---- AVAILABLE RECORDS

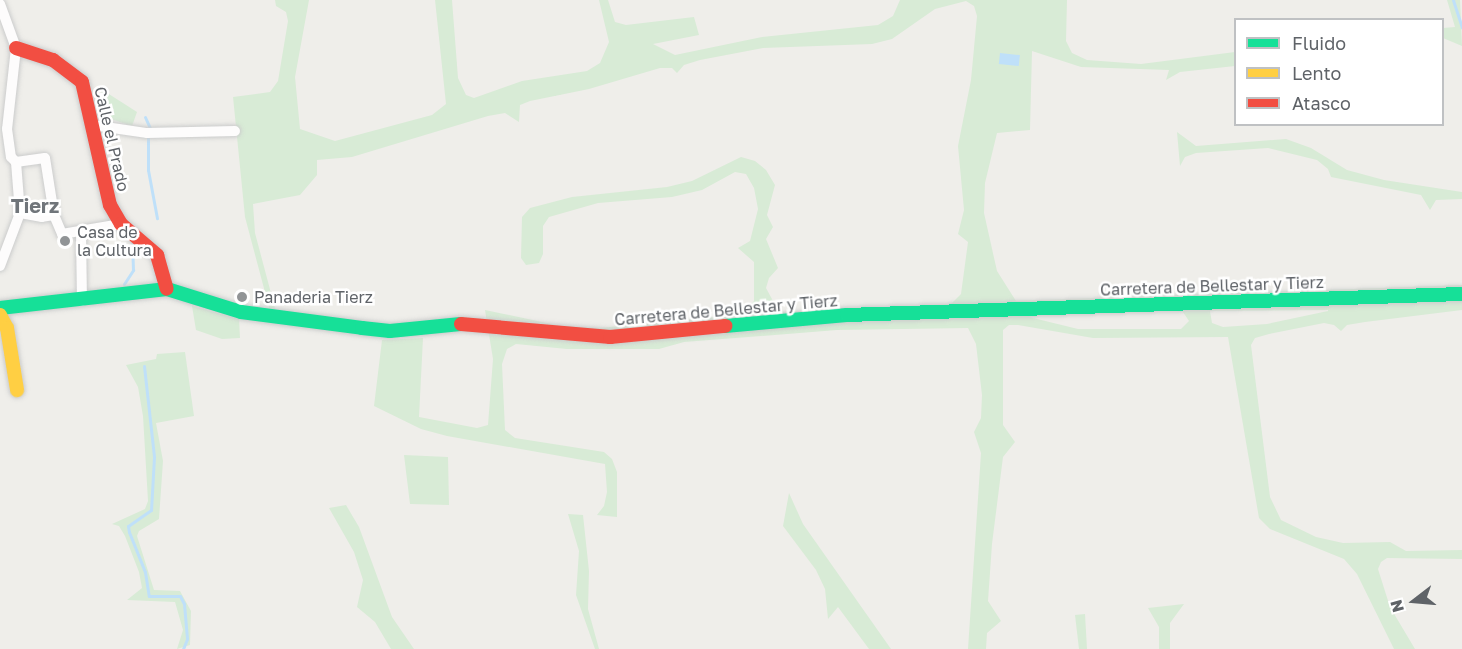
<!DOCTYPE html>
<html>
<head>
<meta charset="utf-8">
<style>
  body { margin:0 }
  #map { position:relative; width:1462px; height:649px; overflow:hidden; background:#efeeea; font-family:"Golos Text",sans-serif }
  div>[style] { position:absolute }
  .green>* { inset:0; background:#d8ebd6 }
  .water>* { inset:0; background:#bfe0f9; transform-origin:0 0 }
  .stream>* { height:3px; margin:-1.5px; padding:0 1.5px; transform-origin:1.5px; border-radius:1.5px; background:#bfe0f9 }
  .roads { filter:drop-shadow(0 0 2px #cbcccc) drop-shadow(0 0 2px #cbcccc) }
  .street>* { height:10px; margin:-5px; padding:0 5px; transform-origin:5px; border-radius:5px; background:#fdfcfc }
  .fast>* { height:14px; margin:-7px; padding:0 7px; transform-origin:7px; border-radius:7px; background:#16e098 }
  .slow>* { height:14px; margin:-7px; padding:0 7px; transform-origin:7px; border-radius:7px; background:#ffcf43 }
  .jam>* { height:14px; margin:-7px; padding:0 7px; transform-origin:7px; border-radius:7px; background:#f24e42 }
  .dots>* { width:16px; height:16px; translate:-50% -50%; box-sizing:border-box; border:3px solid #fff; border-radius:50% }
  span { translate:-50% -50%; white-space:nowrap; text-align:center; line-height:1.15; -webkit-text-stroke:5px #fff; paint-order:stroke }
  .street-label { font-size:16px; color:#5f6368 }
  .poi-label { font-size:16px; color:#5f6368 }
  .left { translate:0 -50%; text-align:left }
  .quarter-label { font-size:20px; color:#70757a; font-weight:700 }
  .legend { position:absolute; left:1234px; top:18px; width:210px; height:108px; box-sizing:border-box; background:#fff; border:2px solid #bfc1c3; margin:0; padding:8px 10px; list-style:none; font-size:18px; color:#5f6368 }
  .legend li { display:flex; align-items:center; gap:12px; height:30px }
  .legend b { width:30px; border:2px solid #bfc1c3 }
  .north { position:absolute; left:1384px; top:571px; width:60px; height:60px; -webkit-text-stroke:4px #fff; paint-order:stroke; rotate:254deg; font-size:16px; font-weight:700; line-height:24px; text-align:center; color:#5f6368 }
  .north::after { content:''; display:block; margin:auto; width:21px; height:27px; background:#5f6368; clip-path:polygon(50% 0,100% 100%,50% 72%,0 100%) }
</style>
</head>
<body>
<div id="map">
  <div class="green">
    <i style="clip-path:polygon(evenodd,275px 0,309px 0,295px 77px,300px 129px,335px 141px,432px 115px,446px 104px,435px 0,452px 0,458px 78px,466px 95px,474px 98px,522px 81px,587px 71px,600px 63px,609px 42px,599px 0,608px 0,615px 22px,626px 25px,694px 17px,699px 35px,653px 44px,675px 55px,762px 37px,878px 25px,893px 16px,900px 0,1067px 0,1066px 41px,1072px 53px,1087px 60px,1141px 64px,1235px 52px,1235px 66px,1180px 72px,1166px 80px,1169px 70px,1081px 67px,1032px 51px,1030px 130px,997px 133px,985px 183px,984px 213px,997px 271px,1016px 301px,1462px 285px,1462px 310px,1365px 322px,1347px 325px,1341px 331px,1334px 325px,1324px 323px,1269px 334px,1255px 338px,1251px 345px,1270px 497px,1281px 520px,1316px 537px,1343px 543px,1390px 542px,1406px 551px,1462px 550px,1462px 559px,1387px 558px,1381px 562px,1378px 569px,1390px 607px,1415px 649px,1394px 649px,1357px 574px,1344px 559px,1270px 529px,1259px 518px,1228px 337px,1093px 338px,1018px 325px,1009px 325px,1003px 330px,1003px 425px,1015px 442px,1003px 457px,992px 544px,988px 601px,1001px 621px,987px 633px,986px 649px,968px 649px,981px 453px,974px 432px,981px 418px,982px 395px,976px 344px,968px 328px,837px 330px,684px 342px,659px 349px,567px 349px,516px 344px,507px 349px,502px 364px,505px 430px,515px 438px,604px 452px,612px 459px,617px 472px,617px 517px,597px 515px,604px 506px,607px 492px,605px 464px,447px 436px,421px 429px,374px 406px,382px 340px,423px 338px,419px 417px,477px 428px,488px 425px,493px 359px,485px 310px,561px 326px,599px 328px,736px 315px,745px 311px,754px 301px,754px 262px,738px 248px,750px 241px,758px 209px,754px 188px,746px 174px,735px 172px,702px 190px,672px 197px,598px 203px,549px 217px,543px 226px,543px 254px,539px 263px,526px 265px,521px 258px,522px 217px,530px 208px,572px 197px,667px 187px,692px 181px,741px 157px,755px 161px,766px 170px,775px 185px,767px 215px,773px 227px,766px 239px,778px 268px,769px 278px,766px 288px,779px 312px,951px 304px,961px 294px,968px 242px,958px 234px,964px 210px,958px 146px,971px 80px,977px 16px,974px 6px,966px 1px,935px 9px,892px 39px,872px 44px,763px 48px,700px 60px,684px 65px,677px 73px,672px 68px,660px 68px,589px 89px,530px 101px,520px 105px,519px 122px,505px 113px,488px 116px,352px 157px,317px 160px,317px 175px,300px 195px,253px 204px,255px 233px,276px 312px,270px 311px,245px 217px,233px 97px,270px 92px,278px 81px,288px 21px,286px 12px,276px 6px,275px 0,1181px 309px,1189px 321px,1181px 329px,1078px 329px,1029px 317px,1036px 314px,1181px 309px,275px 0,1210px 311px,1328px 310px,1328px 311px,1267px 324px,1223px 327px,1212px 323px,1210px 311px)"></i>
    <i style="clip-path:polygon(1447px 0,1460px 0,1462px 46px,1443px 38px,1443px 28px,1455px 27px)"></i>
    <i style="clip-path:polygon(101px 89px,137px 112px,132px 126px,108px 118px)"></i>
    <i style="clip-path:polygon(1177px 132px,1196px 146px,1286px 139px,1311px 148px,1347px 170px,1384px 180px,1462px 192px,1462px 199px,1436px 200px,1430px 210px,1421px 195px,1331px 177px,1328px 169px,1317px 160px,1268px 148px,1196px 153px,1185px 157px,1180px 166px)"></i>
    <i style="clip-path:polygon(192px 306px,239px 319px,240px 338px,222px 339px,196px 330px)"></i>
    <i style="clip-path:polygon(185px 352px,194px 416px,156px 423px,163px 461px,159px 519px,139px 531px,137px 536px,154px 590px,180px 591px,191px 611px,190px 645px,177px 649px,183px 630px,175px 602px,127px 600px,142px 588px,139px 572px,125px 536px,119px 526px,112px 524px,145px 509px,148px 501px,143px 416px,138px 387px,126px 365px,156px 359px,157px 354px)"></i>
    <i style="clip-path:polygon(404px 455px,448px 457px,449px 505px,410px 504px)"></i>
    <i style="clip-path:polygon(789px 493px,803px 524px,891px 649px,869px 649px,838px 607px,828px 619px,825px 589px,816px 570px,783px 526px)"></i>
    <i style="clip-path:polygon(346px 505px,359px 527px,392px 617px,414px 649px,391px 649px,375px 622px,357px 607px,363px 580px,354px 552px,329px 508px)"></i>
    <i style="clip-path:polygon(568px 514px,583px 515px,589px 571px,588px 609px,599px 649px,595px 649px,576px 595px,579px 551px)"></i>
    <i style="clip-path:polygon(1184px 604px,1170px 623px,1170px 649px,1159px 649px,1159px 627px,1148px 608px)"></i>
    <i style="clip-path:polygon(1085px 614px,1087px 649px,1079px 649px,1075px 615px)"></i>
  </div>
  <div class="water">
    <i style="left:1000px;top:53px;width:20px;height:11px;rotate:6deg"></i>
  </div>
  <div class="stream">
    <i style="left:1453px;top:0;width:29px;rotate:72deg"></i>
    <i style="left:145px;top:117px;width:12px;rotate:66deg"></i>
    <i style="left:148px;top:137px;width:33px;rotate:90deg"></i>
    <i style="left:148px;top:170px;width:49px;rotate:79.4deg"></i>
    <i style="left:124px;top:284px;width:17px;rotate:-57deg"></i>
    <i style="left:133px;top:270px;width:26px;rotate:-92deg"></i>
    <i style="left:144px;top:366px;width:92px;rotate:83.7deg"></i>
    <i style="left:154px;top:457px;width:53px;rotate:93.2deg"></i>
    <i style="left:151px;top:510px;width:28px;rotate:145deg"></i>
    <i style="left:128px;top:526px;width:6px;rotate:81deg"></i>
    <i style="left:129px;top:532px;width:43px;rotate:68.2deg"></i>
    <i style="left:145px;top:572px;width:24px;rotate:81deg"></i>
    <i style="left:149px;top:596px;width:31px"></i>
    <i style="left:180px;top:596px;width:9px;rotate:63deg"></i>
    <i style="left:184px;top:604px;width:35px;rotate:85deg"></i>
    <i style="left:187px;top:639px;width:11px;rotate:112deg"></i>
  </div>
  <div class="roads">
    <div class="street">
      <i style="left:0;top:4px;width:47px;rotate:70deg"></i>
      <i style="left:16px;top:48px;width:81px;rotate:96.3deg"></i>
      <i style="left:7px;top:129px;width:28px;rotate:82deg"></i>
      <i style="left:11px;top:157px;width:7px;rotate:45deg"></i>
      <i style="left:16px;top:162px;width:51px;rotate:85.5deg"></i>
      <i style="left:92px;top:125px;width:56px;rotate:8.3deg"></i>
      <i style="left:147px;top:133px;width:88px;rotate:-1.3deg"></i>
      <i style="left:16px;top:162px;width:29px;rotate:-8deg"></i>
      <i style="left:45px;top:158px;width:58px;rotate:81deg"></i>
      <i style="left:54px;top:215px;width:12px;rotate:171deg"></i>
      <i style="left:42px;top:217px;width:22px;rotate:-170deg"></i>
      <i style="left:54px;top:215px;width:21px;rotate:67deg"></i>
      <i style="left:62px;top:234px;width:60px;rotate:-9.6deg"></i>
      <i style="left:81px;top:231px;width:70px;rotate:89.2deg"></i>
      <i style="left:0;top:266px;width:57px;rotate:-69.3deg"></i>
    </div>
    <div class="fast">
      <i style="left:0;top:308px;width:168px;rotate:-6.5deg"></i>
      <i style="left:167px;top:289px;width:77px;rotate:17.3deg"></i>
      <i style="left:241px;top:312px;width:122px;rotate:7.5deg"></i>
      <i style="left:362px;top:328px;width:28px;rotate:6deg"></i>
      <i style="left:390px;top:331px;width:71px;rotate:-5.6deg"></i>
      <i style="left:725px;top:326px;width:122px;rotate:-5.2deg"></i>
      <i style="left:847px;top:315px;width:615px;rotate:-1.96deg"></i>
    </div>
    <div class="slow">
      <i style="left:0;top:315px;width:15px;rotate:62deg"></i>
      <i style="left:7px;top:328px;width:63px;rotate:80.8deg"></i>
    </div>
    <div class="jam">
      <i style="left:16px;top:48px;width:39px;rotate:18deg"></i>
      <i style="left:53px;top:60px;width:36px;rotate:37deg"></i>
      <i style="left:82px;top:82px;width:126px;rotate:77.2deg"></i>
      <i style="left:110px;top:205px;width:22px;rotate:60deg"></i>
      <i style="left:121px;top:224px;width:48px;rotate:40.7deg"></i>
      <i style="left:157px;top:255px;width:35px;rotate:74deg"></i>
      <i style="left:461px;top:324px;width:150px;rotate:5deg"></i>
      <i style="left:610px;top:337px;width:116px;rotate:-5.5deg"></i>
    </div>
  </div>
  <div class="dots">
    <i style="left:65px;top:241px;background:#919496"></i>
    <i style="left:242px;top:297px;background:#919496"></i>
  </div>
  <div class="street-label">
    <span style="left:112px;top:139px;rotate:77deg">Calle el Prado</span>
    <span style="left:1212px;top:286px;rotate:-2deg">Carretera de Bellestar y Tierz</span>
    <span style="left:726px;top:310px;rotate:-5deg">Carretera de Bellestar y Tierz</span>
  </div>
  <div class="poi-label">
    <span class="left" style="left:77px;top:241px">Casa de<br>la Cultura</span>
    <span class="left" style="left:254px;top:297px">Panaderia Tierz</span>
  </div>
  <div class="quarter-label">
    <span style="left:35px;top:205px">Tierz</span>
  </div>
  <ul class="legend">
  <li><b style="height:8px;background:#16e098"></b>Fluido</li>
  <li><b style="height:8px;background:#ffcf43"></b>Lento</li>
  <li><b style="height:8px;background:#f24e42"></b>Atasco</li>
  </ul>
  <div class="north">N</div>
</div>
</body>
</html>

--------
---- AVAILABLE RECORDS

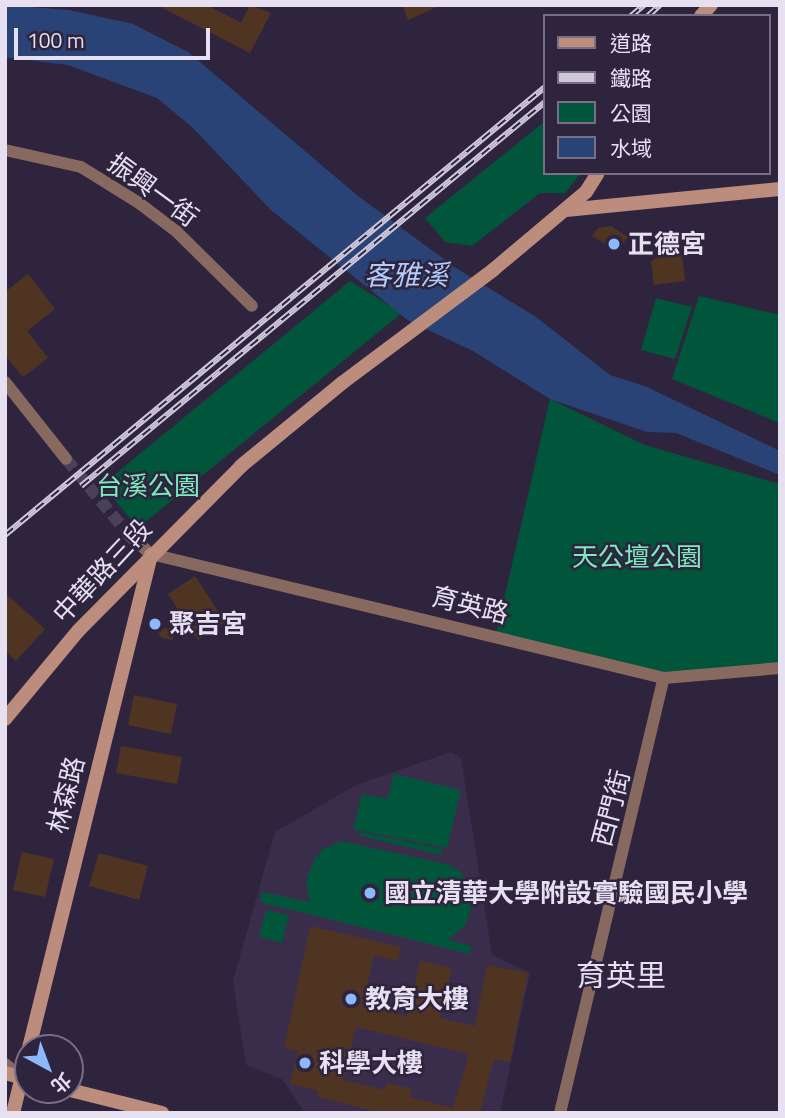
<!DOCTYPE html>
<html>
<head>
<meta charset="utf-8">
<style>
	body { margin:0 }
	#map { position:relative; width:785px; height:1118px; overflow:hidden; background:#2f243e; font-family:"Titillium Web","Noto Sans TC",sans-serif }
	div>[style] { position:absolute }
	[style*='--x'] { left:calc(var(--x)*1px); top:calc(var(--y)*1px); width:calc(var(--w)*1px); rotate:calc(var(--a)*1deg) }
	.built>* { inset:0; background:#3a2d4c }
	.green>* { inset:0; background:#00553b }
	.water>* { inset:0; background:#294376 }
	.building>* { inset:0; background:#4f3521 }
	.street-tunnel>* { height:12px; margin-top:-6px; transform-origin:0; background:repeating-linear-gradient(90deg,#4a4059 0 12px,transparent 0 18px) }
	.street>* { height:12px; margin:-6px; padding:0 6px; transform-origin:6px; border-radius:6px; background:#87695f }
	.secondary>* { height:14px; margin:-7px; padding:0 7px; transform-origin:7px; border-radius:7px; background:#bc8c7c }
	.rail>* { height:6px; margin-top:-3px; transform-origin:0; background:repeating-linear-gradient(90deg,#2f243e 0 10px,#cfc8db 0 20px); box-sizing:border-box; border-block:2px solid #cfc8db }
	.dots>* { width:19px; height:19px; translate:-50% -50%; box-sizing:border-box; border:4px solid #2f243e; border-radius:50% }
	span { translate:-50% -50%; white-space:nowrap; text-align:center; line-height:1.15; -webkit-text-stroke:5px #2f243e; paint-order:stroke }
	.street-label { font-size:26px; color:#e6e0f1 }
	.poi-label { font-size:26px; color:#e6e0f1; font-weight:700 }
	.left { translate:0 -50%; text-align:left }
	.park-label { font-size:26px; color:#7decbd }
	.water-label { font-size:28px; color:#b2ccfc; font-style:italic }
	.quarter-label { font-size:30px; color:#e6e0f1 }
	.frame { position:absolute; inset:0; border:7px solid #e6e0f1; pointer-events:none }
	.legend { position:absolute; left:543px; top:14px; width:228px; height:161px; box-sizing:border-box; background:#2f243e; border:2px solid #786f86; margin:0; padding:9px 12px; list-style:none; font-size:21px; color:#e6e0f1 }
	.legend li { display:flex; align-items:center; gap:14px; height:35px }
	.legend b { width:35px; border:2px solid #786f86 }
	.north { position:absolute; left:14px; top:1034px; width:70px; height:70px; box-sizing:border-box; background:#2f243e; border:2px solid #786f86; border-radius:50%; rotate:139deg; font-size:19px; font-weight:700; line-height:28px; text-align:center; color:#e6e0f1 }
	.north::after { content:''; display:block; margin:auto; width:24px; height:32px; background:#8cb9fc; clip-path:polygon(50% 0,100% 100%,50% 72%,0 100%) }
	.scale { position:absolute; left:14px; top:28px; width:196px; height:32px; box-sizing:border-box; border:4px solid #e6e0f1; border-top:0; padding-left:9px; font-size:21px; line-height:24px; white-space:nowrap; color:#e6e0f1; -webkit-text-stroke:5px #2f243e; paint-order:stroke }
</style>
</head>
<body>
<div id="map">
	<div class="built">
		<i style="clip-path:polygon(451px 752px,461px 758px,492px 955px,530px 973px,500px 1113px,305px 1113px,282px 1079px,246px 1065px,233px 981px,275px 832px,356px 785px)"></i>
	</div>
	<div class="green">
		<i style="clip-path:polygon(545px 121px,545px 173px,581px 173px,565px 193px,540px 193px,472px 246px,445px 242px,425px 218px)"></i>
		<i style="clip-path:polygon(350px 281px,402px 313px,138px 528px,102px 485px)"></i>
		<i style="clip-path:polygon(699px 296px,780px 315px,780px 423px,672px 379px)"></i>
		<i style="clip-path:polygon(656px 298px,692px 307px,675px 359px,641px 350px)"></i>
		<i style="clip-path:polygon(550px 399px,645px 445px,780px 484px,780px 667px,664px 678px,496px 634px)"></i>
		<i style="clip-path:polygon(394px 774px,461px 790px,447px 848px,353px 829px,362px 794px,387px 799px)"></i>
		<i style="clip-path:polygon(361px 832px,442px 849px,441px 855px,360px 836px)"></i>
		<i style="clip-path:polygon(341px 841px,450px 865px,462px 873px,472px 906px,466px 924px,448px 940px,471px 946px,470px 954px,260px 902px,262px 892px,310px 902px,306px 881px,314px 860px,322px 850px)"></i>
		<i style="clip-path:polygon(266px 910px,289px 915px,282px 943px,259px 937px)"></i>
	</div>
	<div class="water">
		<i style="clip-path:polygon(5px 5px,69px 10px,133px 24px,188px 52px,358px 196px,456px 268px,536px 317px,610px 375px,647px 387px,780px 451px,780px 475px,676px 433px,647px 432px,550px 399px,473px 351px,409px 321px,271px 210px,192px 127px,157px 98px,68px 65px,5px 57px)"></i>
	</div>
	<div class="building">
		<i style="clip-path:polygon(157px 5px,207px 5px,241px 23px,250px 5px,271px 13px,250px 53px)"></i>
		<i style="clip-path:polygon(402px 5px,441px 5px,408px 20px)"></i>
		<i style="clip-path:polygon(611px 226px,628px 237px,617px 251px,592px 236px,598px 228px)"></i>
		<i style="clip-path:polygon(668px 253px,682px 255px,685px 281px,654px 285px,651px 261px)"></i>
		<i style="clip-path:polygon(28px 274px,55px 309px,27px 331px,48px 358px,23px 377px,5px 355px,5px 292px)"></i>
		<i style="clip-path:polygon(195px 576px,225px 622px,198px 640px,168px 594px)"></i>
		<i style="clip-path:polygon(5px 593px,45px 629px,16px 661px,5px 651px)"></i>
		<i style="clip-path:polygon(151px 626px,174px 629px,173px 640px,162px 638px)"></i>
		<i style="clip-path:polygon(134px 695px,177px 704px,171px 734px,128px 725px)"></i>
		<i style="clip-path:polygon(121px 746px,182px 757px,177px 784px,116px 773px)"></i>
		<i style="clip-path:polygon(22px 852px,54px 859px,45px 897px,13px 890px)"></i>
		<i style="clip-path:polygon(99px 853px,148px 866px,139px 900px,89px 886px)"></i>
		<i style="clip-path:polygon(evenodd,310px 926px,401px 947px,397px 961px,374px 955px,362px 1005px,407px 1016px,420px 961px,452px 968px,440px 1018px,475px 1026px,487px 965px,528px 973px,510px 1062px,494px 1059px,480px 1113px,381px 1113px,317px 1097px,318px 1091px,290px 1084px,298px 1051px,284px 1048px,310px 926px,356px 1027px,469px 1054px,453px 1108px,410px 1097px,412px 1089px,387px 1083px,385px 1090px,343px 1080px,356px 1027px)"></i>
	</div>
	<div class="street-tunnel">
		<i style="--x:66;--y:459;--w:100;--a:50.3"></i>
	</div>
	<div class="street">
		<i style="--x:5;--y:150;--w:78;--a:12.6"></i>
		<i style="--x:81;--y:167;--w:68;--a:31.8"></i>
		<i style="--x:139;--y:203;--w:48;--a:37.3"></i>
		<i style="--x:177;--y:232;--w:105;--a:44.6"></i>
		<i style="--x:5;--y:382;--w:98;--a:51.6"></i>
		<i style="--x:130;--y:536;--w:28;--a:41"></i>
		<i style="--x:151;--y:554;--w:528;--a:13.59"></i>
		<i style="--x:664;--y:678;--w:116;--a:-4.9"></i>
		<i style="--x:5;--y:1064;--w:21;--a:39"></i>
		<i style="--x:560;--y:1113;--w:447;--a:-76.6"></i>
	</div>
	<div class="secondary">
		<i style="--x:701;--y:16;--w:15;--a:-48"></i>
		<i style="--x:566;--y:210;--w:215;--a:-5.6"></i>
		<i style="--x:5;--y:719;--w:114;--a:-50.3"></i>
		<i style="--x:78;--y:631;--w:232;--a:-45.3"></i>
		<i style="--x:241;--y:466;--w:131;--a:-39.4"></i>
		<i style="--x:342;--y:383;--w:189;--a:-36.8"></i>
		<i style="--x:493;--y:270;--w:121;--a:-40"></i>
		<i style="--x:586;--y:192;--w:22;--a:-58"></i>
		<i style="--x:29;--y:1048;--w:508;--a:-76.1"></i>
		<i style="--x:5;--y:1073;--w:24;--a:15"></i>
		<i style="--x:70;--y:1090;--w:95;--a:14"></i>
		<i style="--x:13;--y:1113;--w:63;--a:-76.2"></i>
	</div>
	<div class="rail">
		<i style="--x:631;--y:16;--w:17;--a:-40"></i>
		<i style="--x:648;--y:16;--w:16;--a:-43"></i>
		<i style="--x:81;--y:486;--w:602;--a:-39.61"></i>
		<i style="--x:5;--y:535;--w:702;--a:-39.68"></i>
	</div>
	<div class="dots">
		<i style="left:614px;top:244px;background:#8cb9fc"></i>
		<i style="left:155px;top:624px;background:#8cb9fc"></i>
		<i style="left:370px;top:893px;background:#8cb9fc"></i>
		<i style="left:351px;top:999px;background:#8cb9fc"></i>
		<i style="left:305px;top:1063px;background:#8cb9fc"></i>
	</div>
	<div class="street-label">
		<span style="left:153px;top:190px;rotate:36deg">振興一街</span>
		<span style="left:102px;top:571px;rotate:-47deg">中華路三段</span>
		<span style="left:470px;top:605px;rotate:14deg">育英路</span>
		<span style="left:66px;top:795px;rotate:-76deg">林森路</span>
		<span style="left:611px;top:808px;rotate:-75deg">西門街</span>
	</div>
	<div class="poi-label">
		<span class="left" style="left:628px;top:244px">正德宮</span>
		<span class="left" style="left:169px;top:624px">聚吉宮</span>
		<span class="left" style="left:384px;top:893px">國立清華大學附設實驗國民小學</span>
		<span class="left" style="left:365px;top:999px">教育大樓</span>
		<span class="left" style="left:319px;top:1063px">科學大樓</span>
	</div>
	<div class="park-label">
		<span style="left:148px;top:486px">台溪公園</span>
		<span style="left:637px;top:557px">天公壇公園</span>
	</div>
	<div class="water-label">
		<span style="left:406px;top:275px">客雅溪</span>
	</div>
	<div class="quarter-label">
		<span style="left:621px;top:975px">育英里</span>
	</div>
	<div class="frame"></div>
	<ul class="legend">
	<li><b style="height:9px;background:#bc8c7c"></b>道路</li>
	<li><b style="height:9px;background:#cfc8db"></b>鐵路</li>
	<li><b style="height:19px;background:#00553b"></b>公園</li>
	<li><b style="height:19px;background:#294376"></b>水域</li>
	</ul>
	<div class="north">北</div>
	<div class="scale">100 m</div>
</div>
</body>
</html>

--------

▸ WORK ITEM
All that should be written out is the stretch of lines above between the one holding "display:flex; align-items:center; gap:14px;" and the one holding "position:absolute; left:14px; top:1034px;", inclusive, exactly as given.

▸ SOLUTION FOR THIS PROBLEM
	.legend li { display:flex; align-items:center; gap:14px; height:35px }
	.legend b { width:35px; border:2px solid #786f86 }
	.north { position:absolute; left:14px; top:1034px; width:70px; height:70px; box-sizing:border-box; background:#2f243e; border:2px solid #786f86; border-radius:50%; rotate:139deg; font-size:19px; font-weight:700; line-height:28px; text-align:center; color:#e6e0f1 }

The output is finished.